*What is required*.
Please set down every entry again exactly as it stands, without the pictures.

Start of Data records

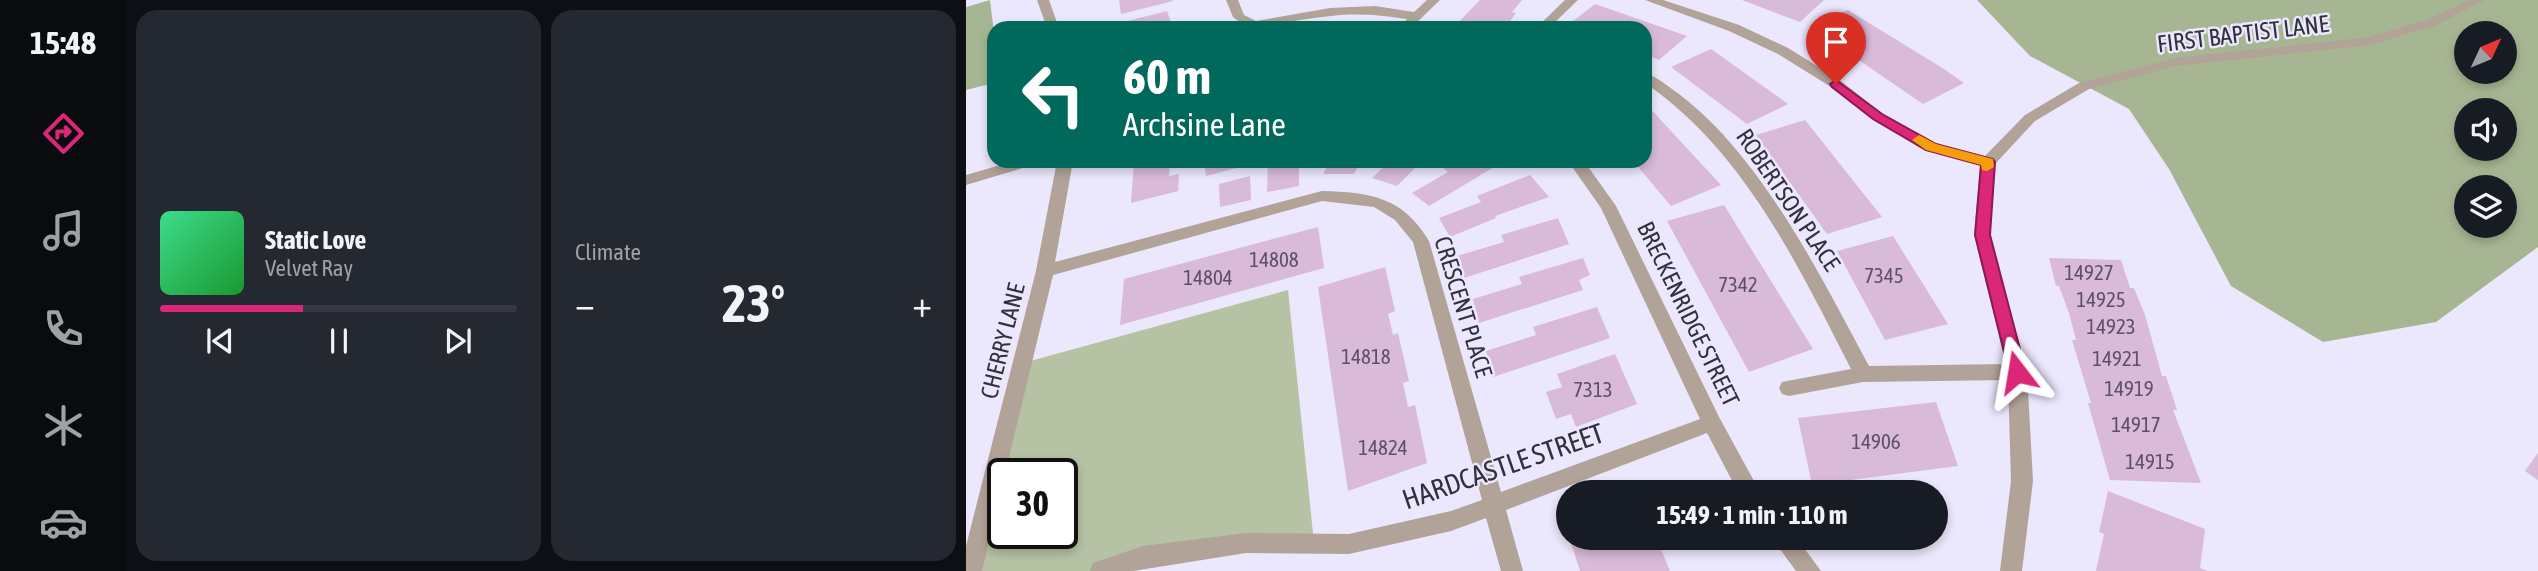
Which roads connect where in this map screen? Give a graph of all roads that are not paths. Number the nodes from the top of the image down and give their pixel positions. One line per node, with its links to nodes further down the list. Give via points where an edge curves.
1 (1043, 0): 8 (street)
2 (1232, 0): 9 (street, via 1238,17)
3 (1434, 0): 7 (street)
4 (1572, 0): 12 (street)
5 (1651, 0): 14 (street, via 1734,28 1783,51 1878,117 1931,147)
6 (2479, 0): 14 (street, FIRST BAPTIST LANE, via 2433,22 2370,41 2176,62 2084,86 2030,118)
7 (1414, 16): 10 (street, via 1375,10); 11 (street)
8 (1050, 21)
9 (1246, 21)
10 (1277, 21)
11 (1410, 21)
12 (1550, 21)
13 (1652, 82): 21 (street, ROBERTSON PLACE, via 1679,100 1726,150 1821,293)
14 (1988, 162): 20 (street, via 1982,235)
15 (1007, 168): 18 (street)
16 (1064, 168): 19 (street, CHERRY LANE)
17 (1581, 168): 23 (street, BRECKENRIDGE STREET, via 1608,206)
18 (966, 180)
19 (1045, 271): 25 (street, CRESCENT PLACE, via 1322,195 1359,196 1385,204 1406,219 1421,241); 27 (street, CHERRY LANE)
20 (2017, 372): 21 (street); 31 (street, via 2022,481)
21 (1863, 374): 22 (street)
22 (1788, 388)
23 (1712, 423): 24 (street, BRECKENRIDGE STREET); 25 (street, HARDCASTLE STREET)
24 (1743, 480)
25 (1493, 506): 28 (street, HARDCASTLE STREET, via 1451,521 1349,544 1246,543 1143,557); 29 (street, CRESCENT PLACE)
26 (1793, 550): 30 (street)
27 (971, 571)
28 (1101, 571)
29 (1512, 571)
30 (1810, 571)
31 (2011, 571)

End of Data records

*Written solution*.
Which roads connect where in this map screen? Give a graph of all roads that are not paths. Number the nodes from the top of the image down and give their pixel positions. One line per node, with its links to nodes further down the list. Give via points where an edge curves.
1 (1043, 0): 8 (street)
2 (1232, 0): 9 (street, via 1238,17)
3 (1434, 0): 7 (street)
4 (1572, 0): 12 (street)
5 (1651, 0): 14 (street, via 1734,28 1783,51 1878,117 1931,147)
6 (2479, 0): 14 (street, FIRST BAPTIST LANE, via 2433,22 2370,41 2176,62 2084,86 2030,118)
7 (1414, 16): 10 (street, via 1375,10); 11 (street)
8 (1050, 21)
9 (1246, 21)
10 (1277, 21)
11 (1410, 21)
12 (1550, 21)
13 (1652, 82): 21 (street, ROBERTSON PLACE, via 1679,100 1726,150 1821,293)
14 (1988, 162): 20 (street, via 1982,235)
15 (1007, 168): 18 (street)
16 (1064, 168): 19 (street, CHERRY LANE)
17 (1581, 168): 23 (street, BRECKENRIDGE STREET, via 1608,206)
18 (966, 180)
19 (1045, 271): 25 (street, CRESCENT PLACE, via 1322,195 1359,196 1385,204 1406,219 1421,241); 27 (street, CHERRY LANE)
20 (2017, 372): 21 (street); 31 (street, via 2022,481)
21 (1863, 374): 22 (street)
22 (1788, 388)
23 (1712, 423): 24 (street, BRECKENRIDGE STREET); 25 (street, HARDCASTLE STREET)
24 (1743, 480)
25 (1493, 506): 28 (street, HARDCASTLE STREET, via 1451,521 1349,544 1246,543 1143,557); 29 (street, CRESCENT PLACE)
26 (1793, 550): 30 (street)
27 (971, 571)
28 (1101, 571)
29 (1512, 571)
30 (1810, 571)
31 (2011, 571)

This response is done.